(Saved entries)
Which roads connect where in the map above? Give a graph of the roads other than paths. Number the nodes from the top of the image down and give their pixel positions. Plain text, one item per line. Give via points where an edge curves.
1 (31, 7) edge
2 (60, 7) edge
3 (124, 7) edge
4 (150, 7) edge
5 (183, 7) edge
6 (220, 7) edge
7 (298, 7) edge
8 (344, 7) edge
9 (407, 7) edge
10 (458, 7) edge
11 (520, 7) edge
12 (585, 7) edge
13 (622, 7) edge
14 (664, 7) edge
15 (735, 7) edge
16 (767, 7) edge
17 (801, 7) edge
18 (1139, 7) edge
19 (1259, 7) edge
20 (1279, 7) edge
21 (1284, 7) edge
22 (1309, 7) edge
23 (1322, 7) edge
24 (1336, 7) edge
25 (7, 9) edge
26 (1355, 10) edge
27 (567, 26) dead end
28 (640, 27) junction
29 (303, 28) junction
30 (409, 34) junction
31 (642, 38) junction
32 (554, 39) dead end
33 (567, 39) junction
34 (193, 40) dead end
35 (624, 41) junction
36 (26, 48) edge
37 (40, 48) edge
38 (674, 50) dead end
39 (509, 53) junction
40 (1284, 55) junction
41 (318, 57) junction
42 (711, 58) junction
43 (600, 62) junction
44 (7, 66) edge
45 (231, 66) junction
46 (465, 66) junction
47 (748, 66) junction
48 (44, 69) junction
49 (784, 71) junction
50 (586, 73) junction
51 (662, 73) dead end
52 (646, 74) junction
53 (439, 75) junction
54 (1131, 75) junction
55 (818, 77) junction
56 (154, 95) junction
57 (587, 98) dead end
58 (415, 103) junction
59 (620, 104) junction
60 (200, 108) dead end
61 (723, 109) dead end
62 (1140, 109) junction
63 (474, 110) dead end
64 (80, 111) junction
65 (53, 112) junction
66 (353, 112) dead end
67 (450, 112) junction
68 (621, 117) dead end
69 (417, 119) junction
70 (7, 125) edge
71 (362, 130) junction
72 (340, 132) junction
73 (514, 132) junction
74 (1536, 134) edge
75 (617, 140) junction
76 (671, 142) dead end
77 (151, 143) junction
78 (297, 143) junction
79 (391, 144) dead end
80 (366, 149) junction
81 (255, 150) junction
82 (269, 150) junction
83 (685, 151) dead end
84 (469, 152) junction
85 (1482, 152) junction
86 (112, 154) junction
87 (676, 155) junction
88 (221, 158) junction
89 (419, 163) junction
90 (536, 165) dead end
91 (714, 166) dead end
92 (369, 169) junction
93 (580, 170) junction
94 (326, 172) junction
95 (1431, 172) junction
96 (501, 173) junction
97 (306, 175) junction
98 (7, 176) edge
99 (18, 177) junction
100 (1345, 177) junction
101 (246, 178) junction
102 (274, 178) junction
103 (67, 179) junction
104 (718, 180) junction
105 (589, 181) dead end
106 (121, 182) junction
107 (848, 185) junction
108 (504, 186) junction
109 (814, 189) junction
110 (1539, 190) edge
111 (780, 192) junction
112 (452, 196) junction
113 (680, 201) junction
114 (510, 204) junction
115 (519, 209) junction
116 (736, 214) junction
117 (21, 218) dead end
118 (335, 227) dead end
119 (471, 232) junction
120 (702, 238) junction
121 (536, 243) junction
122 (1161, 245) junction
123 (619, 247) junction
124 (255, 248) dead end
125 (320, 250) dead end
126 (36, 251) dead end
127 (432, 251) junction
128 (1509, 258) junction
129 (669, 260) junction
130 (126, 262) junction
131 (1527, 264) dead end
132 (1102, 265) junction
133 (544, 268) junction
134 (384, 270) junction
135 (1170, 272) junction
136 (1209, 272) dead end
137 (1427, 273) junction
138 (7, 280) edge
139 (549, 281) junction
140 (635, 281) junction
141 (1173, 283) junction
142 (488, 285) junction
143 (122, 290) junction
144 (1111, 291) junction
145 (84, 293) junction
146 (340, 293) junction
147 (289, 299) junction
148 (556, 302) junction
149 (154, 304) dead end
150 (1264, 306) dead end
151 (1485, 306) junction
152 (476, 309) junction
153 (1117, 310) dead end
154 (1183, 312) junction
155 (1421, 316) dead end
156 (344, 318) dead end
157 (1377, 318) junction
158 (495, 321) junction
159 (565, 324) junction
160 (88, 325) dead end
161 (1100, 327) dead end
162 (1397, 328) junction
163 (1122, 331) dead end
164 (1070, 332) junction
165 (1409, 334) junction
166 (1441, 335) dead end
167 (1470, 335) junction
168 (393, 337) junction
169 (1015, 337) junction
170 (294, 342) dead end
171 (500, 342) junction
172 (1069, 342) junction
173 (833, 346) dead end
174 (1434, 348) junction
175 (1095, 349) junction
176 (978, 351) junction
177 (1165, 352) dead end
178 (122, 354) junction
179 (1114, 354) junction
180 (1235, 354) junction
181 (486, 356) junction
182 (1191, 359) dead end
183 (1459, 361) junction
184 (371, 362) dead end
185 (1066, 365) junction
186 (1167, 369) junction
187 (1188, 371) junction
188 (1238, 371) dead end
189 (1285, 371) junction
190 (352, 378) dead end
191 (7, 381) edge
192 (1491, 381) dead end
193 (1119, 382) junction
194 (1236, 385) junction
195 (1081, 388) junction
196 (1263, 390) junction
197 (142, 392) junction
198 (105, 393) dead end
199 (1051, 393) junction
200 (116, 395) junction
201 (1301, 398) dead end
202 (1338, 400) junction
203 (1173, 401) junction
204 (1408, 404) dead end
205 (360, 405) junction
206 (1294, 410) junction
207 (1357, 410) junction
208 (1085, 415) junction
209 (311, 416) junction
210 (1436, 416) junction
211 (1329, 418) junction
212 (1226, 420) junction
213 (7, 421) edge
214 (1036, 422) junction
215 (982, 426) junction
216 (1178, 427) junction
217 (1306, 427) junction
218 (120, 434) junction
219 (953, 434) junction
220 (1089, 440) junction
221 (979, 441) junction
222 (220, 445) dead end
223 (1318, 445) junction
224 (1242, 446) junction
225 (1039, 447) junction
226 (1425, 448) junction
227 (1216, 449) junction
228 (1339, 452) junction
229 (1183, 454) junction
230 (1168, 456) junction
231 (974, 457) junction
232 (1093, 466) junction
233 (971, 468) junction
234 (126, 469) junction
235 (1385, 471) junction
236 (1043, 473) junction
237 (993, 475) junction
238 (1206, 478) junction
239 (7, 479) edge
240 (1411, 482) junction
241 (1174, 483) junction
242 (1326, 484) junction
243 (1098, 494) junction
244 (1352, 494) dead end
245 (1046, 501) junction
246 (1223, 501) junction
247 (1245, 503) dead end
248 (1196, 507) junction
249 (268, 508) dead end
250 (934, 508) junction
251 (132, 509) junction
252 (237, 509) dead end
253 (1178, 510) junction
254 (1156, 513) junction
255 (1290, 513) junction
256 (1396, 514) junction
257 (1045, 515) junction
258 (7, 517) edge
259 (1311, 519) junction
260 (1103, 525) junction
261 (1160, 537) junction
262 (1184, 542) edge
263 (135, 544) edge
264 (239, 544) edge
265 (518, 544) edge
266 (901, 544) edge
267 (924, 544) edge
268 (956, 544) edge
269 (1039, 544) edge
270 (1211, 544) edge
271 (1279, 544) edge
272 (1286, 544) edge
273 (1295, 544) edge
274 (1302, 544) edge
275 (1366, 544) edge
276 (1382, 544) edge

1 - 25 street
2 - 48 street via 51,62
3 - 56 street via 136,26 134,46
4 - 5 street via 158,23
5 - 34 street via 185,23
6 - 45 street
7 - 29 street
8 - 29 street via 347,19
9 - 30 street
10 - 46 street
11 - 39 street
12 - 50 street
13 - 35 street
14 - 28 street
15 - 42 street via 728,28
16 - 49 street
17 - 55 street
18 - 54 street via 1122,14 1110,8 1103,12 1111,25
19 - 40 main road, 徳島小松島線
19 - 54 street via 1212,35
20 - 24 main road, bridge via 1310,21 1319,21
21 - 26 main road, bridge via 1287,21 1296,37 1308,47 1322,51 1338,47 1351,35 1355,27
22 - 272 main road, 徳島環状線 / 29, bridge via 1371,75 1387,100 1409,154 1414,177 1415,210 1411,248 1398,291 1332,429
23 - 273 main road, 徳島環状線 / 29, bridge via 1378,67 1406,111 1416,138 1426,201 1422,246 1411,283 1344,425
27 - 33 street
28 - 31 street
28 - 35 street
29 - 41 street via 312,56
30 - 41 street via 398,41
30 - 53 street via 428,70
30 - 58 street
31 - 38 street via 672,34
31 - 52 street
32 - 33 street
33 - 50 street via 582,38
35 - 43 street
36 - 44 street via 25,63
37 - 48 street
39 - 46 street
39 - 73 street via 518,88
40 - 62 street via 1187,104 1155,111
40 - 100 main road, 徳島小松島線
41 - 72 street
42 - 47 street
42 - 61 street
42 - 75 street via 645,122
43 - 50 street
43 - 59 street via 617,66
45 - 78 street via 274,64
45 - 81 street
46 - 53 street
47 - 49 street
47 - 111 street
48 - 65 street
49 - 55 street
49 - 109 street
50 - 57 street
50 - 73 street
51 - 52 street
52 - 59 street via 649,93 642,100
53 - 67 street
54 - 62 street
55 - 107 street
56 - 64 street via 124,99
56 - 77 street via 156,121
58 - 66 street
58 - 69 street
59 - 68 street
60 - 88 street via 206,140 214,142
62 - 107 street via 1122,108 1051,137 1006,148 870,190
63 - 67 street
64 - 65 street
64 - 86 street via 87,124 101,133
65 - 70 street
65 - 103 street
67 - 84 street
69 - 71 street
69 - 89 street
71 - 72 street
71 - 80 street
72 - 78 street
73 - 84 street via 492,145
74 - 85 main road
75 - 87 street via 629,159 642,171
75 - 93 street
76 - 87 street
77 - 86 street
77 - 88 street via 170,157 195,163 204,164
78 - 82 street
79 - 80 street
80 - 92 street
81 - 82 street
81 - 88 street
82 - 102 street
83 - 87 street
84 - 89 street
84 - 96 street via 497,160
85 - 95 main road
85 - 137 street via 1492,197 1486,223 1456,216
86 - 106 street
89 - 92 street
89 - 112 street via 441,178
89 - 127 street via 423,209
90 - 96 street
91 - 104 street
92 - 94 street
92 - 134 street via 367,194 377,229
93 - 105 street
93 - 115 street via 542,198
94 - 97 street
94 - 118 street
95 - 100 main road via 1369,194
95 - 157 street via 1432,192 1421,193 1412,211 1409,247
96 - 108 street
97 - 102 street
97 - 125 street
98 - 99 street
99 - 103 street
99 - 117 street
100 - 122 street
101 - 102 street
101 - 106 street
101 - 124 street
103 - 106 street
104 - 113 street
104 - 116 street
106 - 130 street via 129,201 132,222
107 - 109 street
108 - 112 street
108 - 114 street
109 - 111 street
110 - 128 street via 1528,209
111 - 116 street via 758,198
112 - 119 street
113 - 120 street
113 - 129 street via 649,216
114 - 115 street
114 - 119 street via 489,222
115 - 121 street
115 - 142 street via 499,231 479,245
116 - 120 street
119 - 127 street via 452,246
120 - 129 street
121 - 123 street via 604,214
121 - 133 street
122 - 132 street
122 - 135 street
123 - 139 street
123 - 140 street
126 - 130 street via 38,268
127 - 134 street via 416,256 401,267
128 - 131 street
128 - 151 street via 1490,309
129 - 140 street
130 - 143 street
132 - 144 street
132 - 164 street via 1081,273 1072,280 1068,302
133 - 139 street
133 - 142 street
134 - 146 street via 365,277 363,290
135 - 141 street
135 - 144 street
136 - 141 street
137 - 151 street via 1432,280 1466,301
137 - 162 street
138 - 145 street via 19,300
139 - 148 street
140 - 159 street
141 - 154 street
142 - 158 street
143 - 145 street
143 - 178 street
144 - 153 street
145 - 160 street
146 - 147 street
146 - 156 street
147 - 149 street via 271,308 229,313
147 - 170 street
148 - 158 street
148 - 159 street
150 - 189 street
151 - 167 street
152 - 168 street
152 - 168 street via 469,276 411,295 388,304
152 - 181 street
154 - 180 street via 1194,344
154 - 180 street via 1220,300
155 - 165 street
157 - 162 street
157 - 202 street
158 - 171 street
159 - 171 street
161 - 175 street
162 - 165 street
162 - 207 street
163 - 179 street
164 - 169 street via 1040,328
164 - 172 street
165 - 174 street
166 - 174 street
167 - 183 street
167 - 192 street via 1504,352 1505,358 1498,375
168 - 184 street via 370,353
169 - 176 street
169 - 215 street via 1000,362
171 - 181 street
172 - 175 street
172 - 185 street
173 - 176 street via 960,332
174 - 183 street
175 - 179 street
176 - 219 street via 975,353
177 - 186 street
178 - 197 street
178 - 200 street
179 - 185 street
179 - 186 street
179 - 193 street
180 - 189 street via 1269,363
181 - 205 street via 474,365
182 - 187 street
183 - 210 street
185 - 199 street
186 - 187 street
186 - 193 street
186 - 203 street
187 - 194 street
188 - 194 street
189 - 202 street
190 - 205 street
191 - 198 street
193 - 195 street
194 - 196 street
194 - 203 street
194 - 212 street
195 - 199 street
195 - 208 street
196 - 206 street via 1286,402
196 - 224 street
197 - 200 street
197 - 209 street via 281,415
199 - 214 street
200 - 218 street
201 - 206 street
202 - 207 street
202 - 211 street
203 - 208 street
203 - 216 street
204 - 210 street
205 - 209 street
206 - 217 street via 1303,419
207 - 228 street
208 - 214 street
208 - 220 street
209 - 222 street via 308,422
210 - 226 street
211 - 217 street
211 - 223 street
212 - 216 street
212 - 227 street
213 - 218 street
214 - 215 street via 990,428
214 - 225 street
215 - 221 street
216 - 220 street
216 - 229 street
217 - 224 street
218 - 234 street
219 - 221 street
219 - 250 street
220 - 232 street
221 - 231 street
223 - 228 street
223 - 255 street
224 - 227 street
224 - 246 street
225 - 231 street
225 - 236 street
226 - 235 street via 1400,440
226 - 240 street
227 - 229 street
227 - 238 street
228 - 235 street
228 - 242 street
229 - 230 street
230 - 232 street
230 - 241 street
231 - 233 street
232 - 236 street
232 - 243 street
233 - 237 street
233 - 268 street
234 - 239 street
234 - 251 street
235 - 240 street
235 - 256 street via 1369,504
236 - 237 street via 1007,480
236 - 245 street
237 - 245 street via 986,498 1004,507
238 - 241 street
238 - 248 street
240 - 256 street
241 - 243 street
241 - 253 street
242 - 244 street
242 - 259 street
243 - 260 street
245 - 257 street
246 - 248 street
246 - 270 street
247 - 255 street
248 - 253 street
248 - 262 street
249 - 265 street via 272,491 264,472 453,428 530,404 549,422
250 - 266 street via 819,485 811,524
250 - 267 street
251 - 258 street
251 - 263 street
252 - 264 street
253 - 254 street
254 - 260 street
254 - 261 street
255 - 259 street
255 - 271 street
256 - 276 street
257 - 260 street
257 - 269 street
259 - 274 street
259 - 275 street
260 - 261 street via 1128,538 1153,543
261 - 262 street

PROBLEM STATEMENT: Select the lines from the entries that include the word "bridge".

PROBLEM SOLUTION:
20 - 24 main road, bridge via 1310,21 1319,21
21 - 26 main road, bridge via 1287,21 1296,37 1308,47 1322,51 1338,47 1351,35 1355,27
22 - 272 main road, 徳島環状線 / 29, bridge via 1371,75 1387,100 1409,154 1414,177 1415,210 1411,248 1398,291 1332,429
23 - 273 main road, 徳島環状線 / 29, bridge via 1378,67 1406,111 1416,138 1426,201 1422,246 1411,283 1344,425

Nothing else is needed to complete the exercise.